(Note: This was originally published on the Globe and Mail website)
In the wake of one of the most horrific terrorist attacks on the United States in recent memory – perhaps even in history – one of the obvious questions is: Who is responsible? And what kind of action will the U.S. government take, or should it take, if and when it finds out? President George W. Bush has made it clear what he wants to do: He said in a statement that he intends to “hunt down and punish those responsible for these cowardly acts.” But how will the United States go about doing that? That is even harder to answer.
International security expert Ian Lesser of Washington-based RAND Corp. said the attack has all the earmarks of what is often called the “new” terrorism – including “the high lethality, the symbolism of the targets, the suicide of the attackers involved” and the fact that “no group has taken credit or claimed responsibility.” The problem with such attacks, Mr. Lesser said, is that it is often difficult to figure out how to retaliate, or even who exactly the government should be retaliating against.
In the past, Mr. Lesser said, terrorism was primarily conducted by organized groups such as the Red Brigade or the Irish Republican Army, whose primary aim was “the liberation of Group X or the freedom or interests of a particular country or group.” They tended to take credit “because they wanted to call attention to their cause,” said Mr. Lesser, “but modern groups have systemic, often religious agendas, and as far as they’re concerned the act itself is enough – and they may see themselves as answerable only to God,” which helps explain why they often involve suicides.
Security experts say the first target of suspicion in such a well-organized attack against the United States is Osama bin Laden, a Saudi exile and prominent supporter of Islamic terrorism who has been implicated in dozens of attacks on U.S. institutions – including a previous attack on the World Trade Center in 1993. Living in Afghanistan, where he has been protected by the fundamentalist Taliban government, Mr. bin Laden reportedly warned several weeks ago that he was preparing some kind of major strike.
John Sigler, an adjunct professor of political science at Carleton University and a specialist in American foreign policy and Middle Eastern affairs, said a warning has been circulating in intelligence circles that Mr. bin Laden was planning an attack – but the assumption was the attack would likely take place in the Middle East, not inside the United States itself. “They’ve been warning for 30 days about a suspected Osama bin Laden attack in the Middle East, and U.S. forces have been on high alert… but nobody had envisaged this kind of multiple hijacking attack” on U.S. targets.
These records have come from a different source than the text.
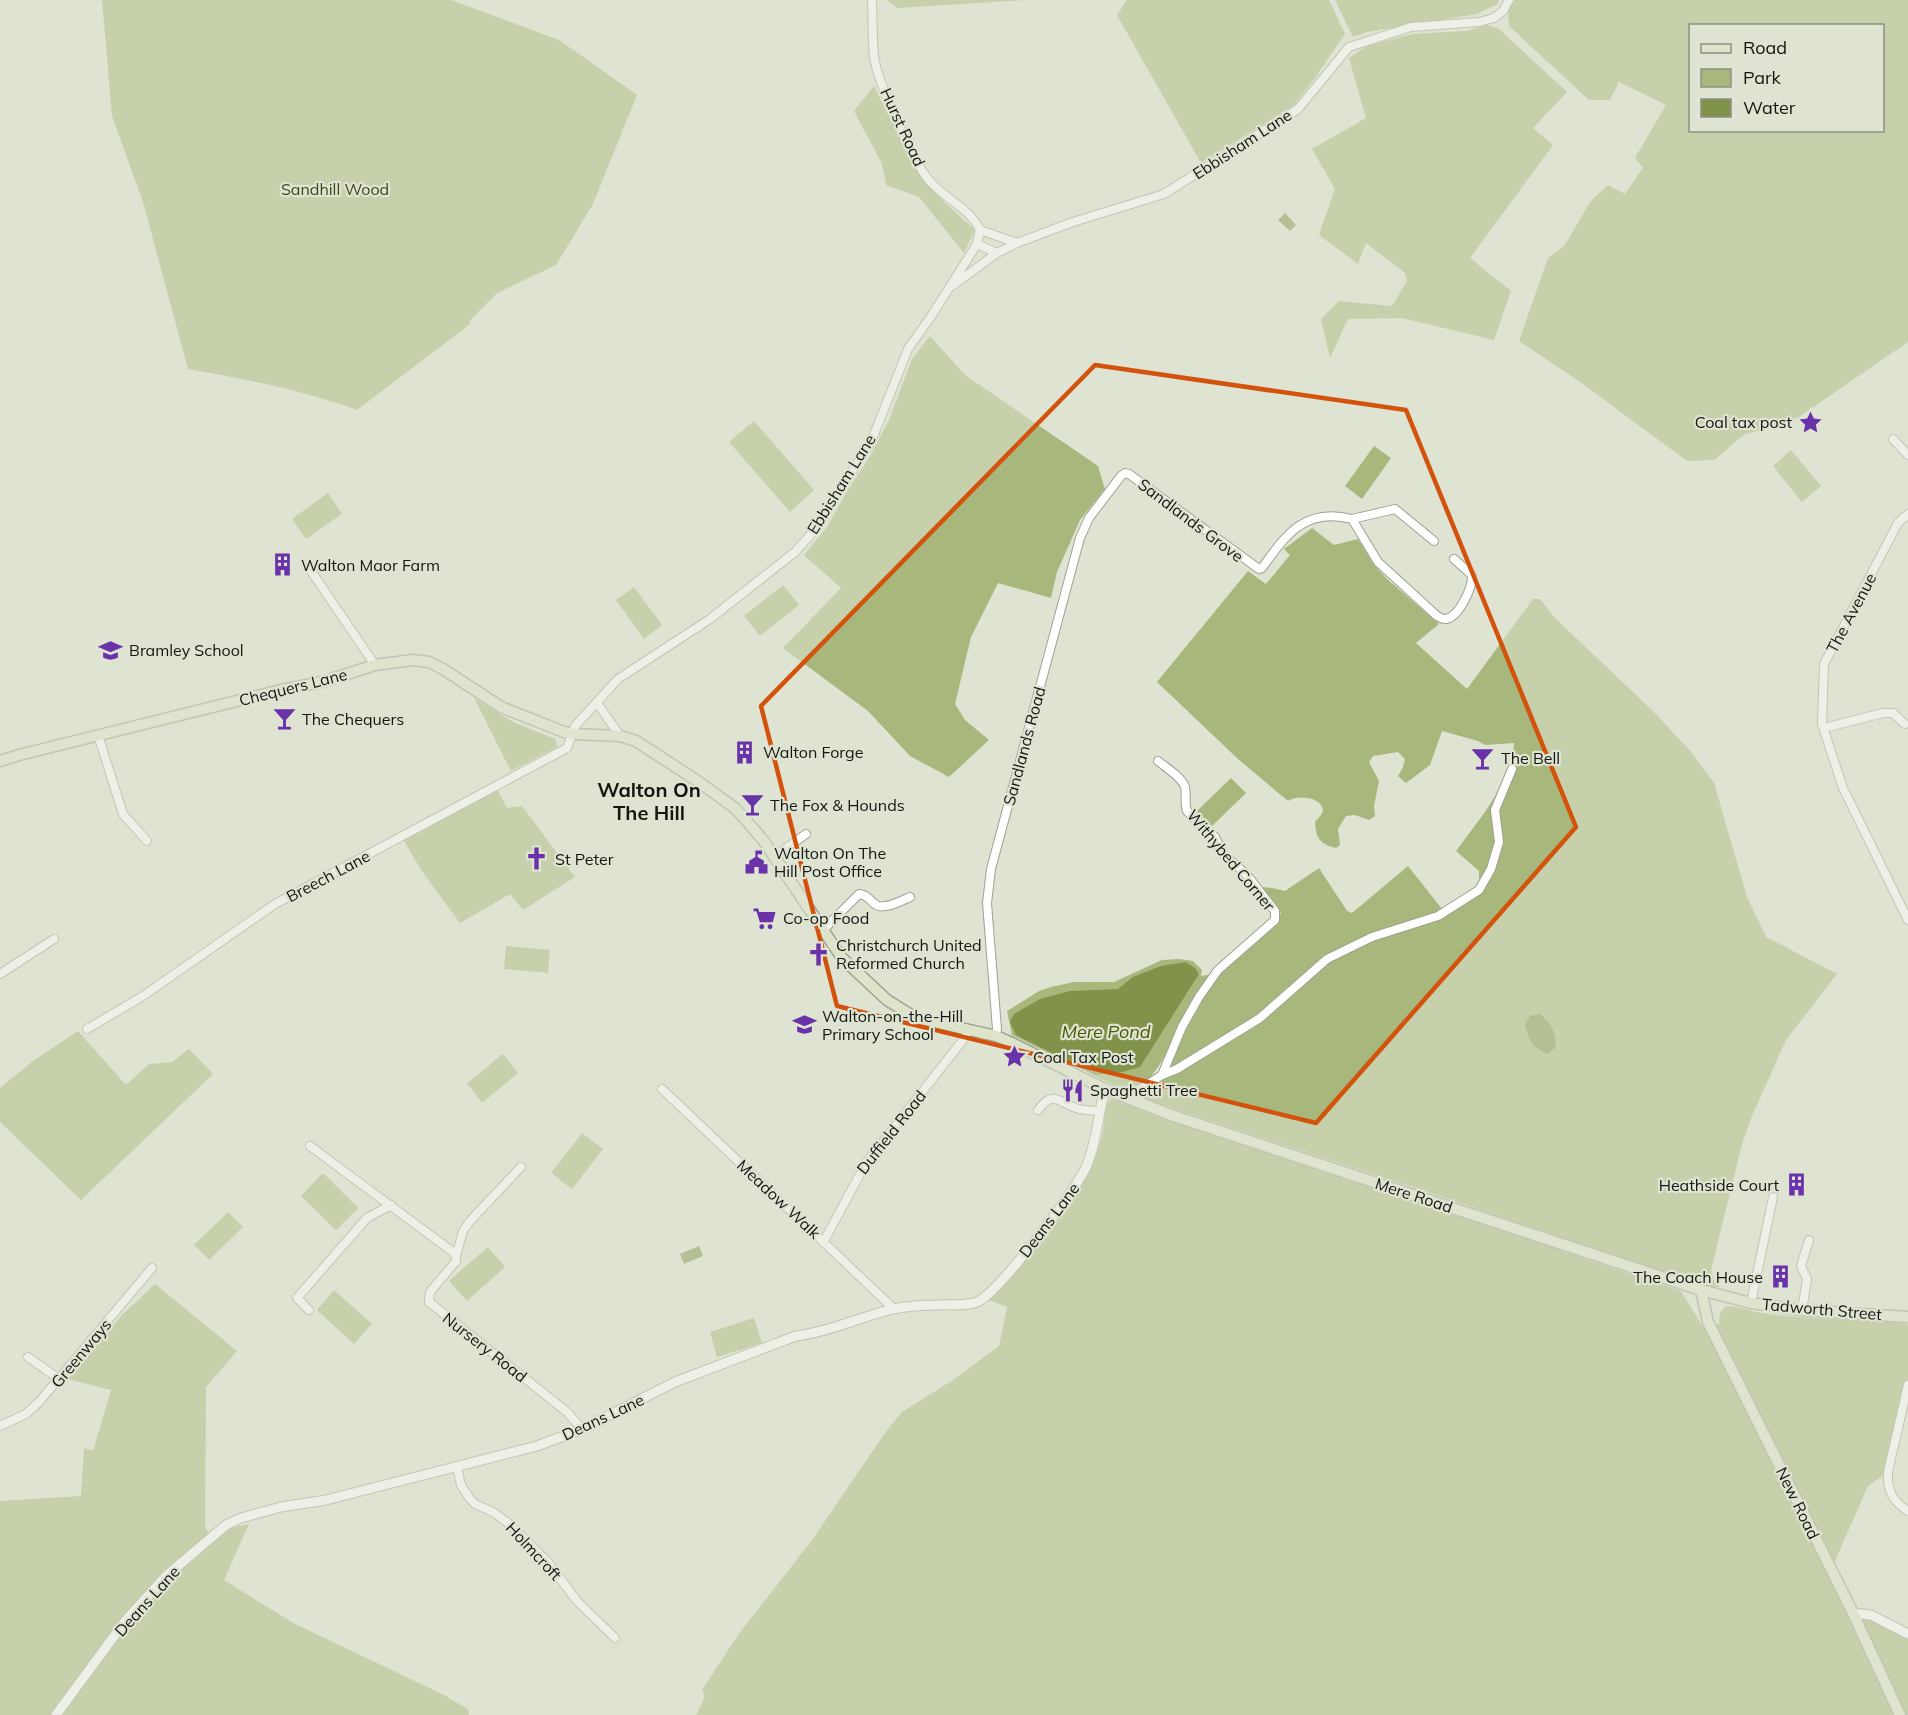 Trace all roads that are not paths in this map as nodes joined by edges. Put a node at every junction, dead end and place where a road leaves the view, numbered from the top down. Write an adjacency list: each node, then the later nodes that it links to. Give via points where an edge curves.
1 (872, 0): 3 (street, Hurst Road, via 874,58 905,138 927,177 975,218)
2 (1509, 0): 4 (street, Ebbisham Lane, via 1494,18 1412,27 1349,47 1298,109 1164,194)
3 (980, 230): 4 (street); 5 (street, Ebbisham Lane)
4 (1017, 243): 6 (street, Ebbisham Lane)
5 (977, 244): 6 (street); 7 (street, Ebbisham Lane)
6 (998, 253): 7 (street, Ebbisham Lane)
7 (948, 288): 17 (street, Ebbisham Lane, via 908,349 871,442 812,533 795,552 710,619 618,679)
8 (1893, 439): 9 (street)
9 (1908, 455)
10 (1125, 473): 12 (street, Sandlands Grove, via 1256,568 1262,568 1301,524 1324,515); 36 (street, Sandlands Road, via 1089,518 1080,538 991,869 987,903)
11 (1908, 514): 19 (street, The Avenue, via 1898,523 1824,664)
12 (1353, 519): 13 (street, via 1395,509); 14 (street, via 1378,562 1442,618 1450,617 1467,598 1472,581 1472,575)
13 (1434, 541)
14 (1454, 559)
15 (309, 568): 16 (street)
16 (375, 665): 20 (main road, Chequers Lane, via 429,662 501,707); 21 (main road, Chequers Lane, via 322,682)
17 (597, 703): 20 (street, Ebbisham Lane, via 575,726); 22 (street)
18 (1905, 724): 19 (street, via 1893,713 1883,713)
19 (1824, 728): 30 (street, The Avenue, via 1843,788)
20 (573, 734): 22 (main road, Chequers Lane); 34 (street, Breech Lane, via 567,748 267,909 143,996)
21 (98, 735): 23 (main road, Chequers Lane); 27 (street, via 123,814)
22 (620, 736): 28 (main road, Mere Road, via 636,741 724,801)
23 (0, 761)
24 (1158, 761): 37 (street, Withybed Corner, via 1183,783 1187,811 1215,837 1222,854 1254,883 1277,916 1218,970 1182,1027)
25 (1512, 768): 37 (street, via 1495,810 1499,842 1479,890 1438,916 1372,937 1327,959 1260,1018)
26 (806, 834): 28 (street)
27 (147, 841)
28 (775, 856): 31 (main road, Mere Road)
29 (910, 897): 31 (street, via 885,907 859,894)
30 (1908, 920)
31 (824, 929): 35 (main road, Mere Road, via 842,958 887,1000 916,1018)
32 (54, 939): 33 (street)
33 (0, 974)
34 (87, 1029)
35 (968, 1030): 36 (main road, Mere Road); 48 (street, Duffield Road, via 866,1163)
36 (996, 1036): 39 (main road, Mere Road)
37 (1162, 1075): 40 (street)
38 (662, 1089): 48 (street, Meadow Walk)
39 (1105, 1089): 40 (main road, Mere Road); 42 (street, Deans Lane)
40 (1127, 1098): 51 (main road, Mere Road)
41 (1038, 1110): 42 (street, via 1052,1099 1082,1110)
42 (1098, 1110): 53 (street, Deans Lane, via 1094,1141 1078,1182 1026,1252 988,1294 965,1304)
43 (310, 1146): 46 (street)
44 (521, 1167): 49 (street, Nursery Road, via 470,1221)
45 (1773, 1197): 52 (street)
46 (391, 1204): 49 (street); 54 (street, via 367,1218 297,1298)
47 (1809, 1240): 55 (street, via 1801,1266 1807,1279)
48 (824, 1241): 53 (street, Meadow Walk)
49 (456, 1256): 61 (street, Nursery Road, via 430,1292 429,1302 567,1412)
50 (152, 1268): 58 (street, Greenways)
51 (1701, 1290): 52 (main road, Tadworth Street); 64 (main road, New Road, via 1708,1322)
52 (1751, 1303): 55 (main road, Tadworth Street)
53 (894, 1309): 61 (street, Deans Lane, via 758,1349 675,1382)
54 (309, 1310)
55 (1802, 1310): 56 (main road, Tadworth Street)
56 (1908, 1317)
57 (28, 1357): 58 (street)
58 (59, 1379): 60 (street, Greenways, via 26,1414)
59 (1908, 1385): 63 (street, via 1887,1484 1890,1494)
60 (0, 1426)
61 (582, 1429): 62 (street, Deans Lane, via 537,1446)
62 (457, 1467): 66 (street, Holmcroft, via 461,1485 470,1499 508,1523); 67 (street, Deans Lane, via 326,1500 281,1507 226,1525 166,1576 140,1605)
63 (1908, 1511)
64 (1853, 1613): 65 (street, via 1871,1615); 68 (main road, New Road)
65 (1908, 1634)
66 (615, 1638)
67 (56, 1715)
68 (1899, 1715) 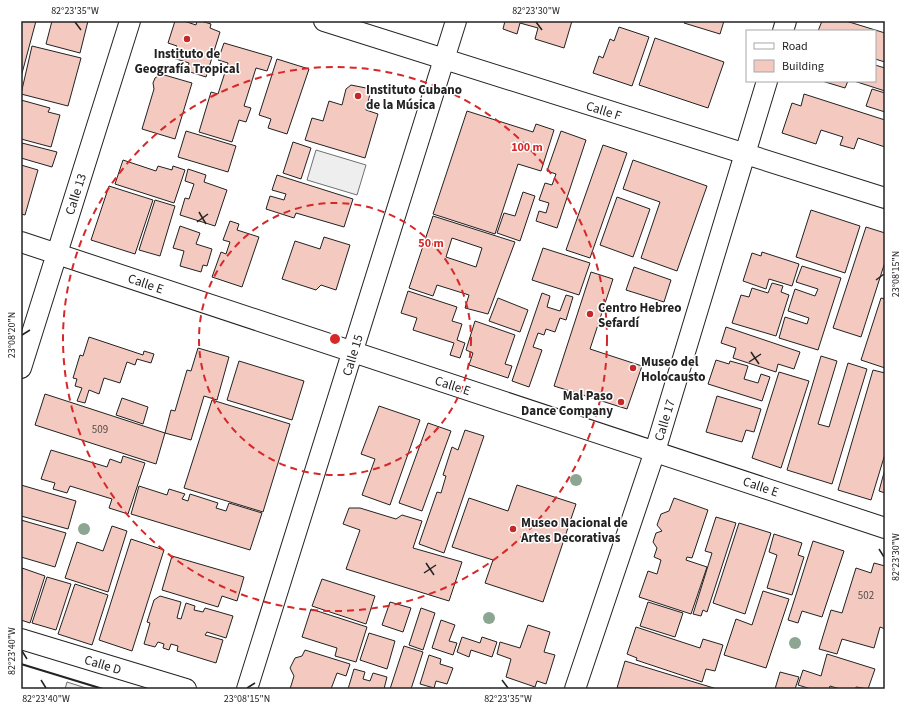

Prof. Sigler said that the attack on the twin towers of the World Trade Centre and the Pentagon was “extremely sophisticated” and that within the international terrorism community “most of us can’t put the finger on anyone but Osama bin Laden.” There were early reports that an Arab group, the Democratic Front for the Liberation of Palestine, had claimed responsibility, but Prof. Sigler said such an idea was “laughable.” Osama bin Laden’s group is one of the only groups that could put together such a well co-ordinated plan to attack several targets at once, Prof. Sigler said.
Several observers have pointed out that in the wake of the attack on the Federal building in Oklahoma, many terrorism experts also pointed the finger at Osama bin Laden, but bomber Timothy McVeigh turned out to be a decorated U.S. Special Forces veteran associated with the anti-government U.S. “militia” movement. Prof. Sigler said militia groups might have the ability to mount such an attack “because many of them have a Special Forces and intelligence background,” but he still thought it was more likely to be Osama bin Laden. “I can see militia attacking the Pentagon and the State Department, but the World Trade Center isn’t a government centre.”
And why does Osama bin Laden hate the United States with such intensity? Prof. Sigler said the Islamic fundamentalist “doesn’t hate America at all – he hates a specific American policy, which is the presence of U.S. troops in Saudi Arabia.” Troops have been stationed on bases in Saudi Arabia since the 1991 Persian Gulf war, Prof. Sigler said, despite repeated warnings from security experts that this policy would create even more tension with fundamentalist groups. “A lot of people advised [President]Bush’s father not to put troops in Saudi Arabia,” Prof. Sigler said, because groups such as Mr. bin Laden’s oppose having non-Muslim troops guarding Islamic holy sites.
When it comes to retaliation, the RAND Corp.’s Mr. Lesser said, the problem for the U.S. government is that the new terrorism involves such a diverse network of groups and often even individuals, as opposed to the kind of state-sponsored terrorism that the United States has been used to in the past. One of the problems with rushing to pin the blame on Osama bin Laden, he said, is defining “who is part of bin Laden’s group? Is it the people standing with him in the cave in Afghanistan? The group of people running things in Saudi Arabia or elsewhere? People who share his aims? Or people who took him as inspiration?” It makes retaliation “a very complicated equation,” Mr. Lesser said.
Mr. Bush and some of his advisers, such as Vice-President and notorious hawk Dick Cheney, may see the appalling attacks on the United States as a declaration of war – but with whom? And how do you fight an enemy you can’t put your hands on? That is the dilemma that confronts the U.S. now.